• _ASSIGNMENT_
Every record below should be transcribed exactly. Omit the images.

• _INFORMATION SUPPLIED_
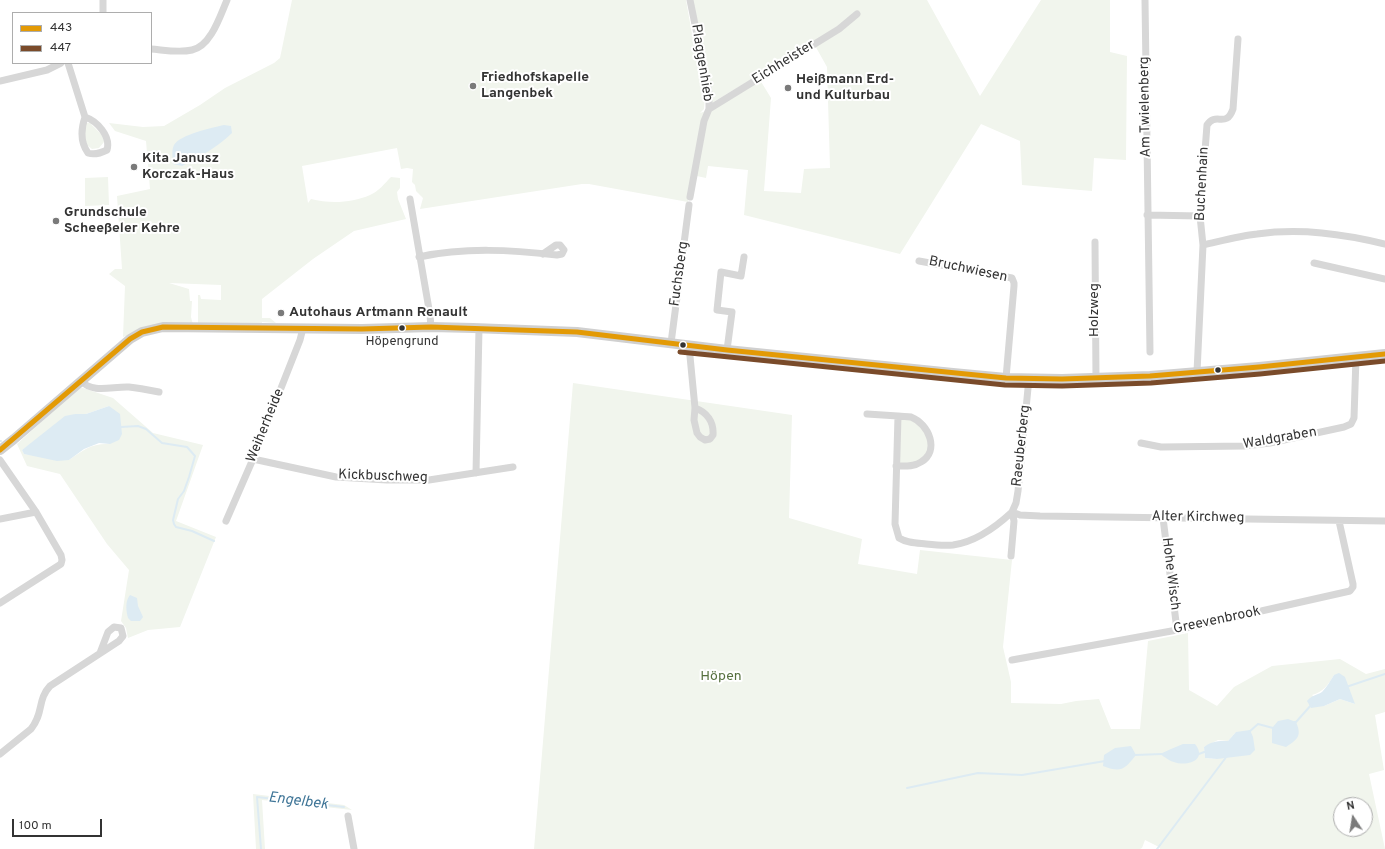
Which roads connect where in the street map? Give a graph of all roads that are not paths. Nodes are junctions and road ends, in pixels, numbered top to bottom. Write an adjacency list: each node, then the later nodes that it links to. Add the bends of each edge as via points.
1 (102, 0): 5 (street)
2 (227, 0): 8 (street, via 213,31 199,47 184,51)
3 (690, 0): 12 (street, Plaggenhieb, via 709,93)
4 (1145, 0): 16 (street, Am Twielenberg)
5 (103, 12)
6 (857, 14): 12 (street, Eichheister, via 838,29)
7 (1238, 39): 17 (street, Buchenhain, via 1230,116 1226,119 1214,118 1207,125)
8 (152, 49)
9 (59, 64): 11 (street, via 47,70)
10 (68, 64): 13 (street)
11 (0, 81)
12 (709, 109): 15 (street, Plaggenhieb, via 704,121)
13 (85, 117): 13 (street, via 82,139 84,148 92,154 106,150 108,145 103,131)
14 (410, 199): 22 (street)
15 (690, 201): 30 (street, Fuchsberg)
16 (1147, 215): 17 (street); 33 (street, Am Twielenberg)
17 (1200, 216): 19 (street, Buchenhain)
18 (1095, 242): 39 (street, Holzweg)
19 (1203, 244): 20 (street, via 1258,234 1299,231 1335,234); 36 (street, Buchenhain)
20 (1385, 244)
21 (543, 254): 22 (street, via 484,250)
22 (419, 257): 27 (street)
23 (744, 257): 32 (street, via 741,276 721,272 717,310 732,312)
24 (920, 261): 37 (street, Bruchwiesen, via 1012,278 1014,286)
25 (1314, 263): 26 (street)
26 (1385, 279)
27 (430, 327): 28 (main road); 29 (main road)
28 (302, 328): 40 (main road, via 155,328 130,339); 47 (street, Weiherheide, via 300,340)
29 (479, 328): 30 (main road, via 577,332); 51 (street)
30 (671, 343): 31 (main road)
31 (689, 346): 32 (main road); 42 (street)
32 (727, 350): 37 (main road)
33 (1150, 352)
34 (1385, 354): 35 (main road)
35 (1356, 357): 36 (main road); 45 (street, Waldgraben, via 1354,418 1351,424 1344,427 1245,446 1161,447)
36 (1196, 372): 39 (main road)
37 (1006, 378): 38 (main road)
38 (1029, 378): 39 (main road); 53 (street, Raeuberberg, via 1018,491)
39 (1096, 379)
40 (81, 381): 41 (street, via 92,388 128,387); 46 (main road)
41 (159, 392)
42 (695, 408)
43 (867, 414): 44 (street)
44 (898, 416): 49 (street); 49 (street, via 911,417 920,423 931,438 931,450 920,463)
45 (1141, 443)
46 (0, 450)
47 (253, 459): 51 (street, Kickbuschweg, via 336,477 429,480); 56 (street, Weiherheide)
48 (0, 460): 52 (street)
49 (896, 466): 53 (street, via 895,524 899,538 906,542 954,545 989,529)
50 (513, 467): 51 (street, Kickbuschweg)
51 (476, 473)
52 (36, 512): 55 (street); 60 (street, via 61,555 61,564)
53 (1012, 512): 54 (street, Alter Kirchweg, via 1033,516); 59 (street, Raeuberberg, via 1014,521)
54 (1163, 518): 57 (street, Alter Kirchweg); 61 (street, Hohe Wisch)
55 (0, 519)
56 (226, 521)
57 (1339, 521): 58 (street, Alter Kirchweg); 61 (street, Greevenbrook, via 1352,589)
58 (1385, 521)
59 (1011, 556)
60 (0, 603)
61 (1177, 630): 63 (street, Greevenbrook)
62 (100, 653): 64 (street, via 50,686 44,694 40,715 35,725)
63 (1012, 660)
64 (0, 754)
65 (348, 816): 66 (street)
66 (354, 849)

• _RESPONSE TO THIS TASK_
Which roads connect where in the street map? Give a graph of all roads that are not paths. Nodes are junctions and road ends, in pixels, numbered top to bottom. Write an adjacency list: each node, then the later nodes that it links to. Add the bends of each edge as via points.
1 (102, 0): 5 (street)
2 (227, 0): 8 (street, via 213,31 199,47 184,51)
3 (690, 0): 12 (street, Plaggenhieb, via 709,93)
4 (1145, 0): 16 (street, Am Twielenberg)
5 (103, 12)
6 (857, 14): 12 (street, Eichheister, via 838,29)
7 (1238, 39): 17 (street, Buchenhain, via 1230,116 1226,119 1214,118 1207,125)
8 (152, 49)
9 (59, 64): 11 (street, via 47,70)
10 (68, 64): 13 (street)
11 (0, 81)
12 (709, 109): 15 (street, Plaggenhieb, via 704,121)
13 (85, 117): 13 (street, via 82,139 84,148 92,154 106,150 108,145 103,131)
14 (410, 199): 22 (street)
15 (690, 201): 30 (street, Fuchsberg)
16 (1147, 215): 17 (street); 33 (street, Am Twielenberg)
17 (1200, 216): 19 (street, Buchenhain)
18 (1095, 242): 39 (street, Holzweg)
19 (1203, 244): 20 (street, via 1258,234 1299,231 1335,234); 36 (street, Buchenhain)
20 (1385, 244)
21 (543, 254): 22 (street, via 484,250)
22 (419, 257): 27 (street)
23 (744, 257): 32 (street, via 741,276 721,272 717,310 732,312)
24 (920, 261): 37 (street, Bruchwiesen, via 1012,278 1014,286)
25 (1314, 263): 26 (street)
26 (1385, 279)
27 (430, 327): 28 (main road); 29 (main road)
28 (302, 328): 40 (main road, via 155,328 130,339); 47 (street, Weiherheide, via 300,340)
29 (479, 328): 30 (main road, via 577,332); 51 (street)
30 (671, 343): 31 (main road)
31 (689, 346): 32 (main road); 42 (street)
32 (727, 350): 37 (main road)
33 (1150, 352)
34 (1385, 354): 35 (main road)
35 (1356, 357): 36 (main road); 45 (street, Waldgraben, via 1354,418 1351,424 1344,427 1245,446 1161,447)
36 (1196, 372): 39 (main road)
37 (1006, 378): 38 (main road)
38 (1029, 378): 39 (main road); 53 (street, Raeuberberg, via 1018,491)
39 (1096, 379)
40 (81, 381): 41 (street, via 92,388 128,387); 46 (main road)
41 (159, 392)
42 (695, 408)
43 (867, 414): 44 (street)
44 (898, 416): 49 (street); 49 (street, via 911,417 920,423 931,438 931,450 920,463)
45 (1141, 443)
46 (0, 450)
47 (253, 459): 51 (street, Kickbuschweg, via 336,477 429,480); 56 (street, Weiherheide)
48 (0, 460): 52 (street)
49 (896, 466): 53 (street, via 895,524 899,538 906,542 954,545 989,529)
50 (513, 467): 51 (street, Kickbuschweg)
51 (476, 473)
52 (36, 512): 55 (street); 60 (street, via 61,555 61,564)
53 (1012, 512): 54 (street, Alter Kirchweg, via 1033,516); 59 (street, Raeuberberg, via 1014,521)
54 (1163, 518): 57 (street, Alter Kirchweg); 61 (street, Hohe Wisch)
55 (0, 519)
56 (226, 521)
57 (1339, 521): 58 (street, Alter Kirchweg); 61 (street, Greevenbrook, via 1352,589)
58 (1385, 521)
59 (1011, 556)
60 (0, 603)
61 (1177, 630): 63 (street, Greevenbrook)
62 (100, 653): 64 (street, via 50,686 44,694 40,715 35,725)
63 (1012, 660)
64 (0, 754)
65 (348, 816): 66 (street)
66 (354, 849)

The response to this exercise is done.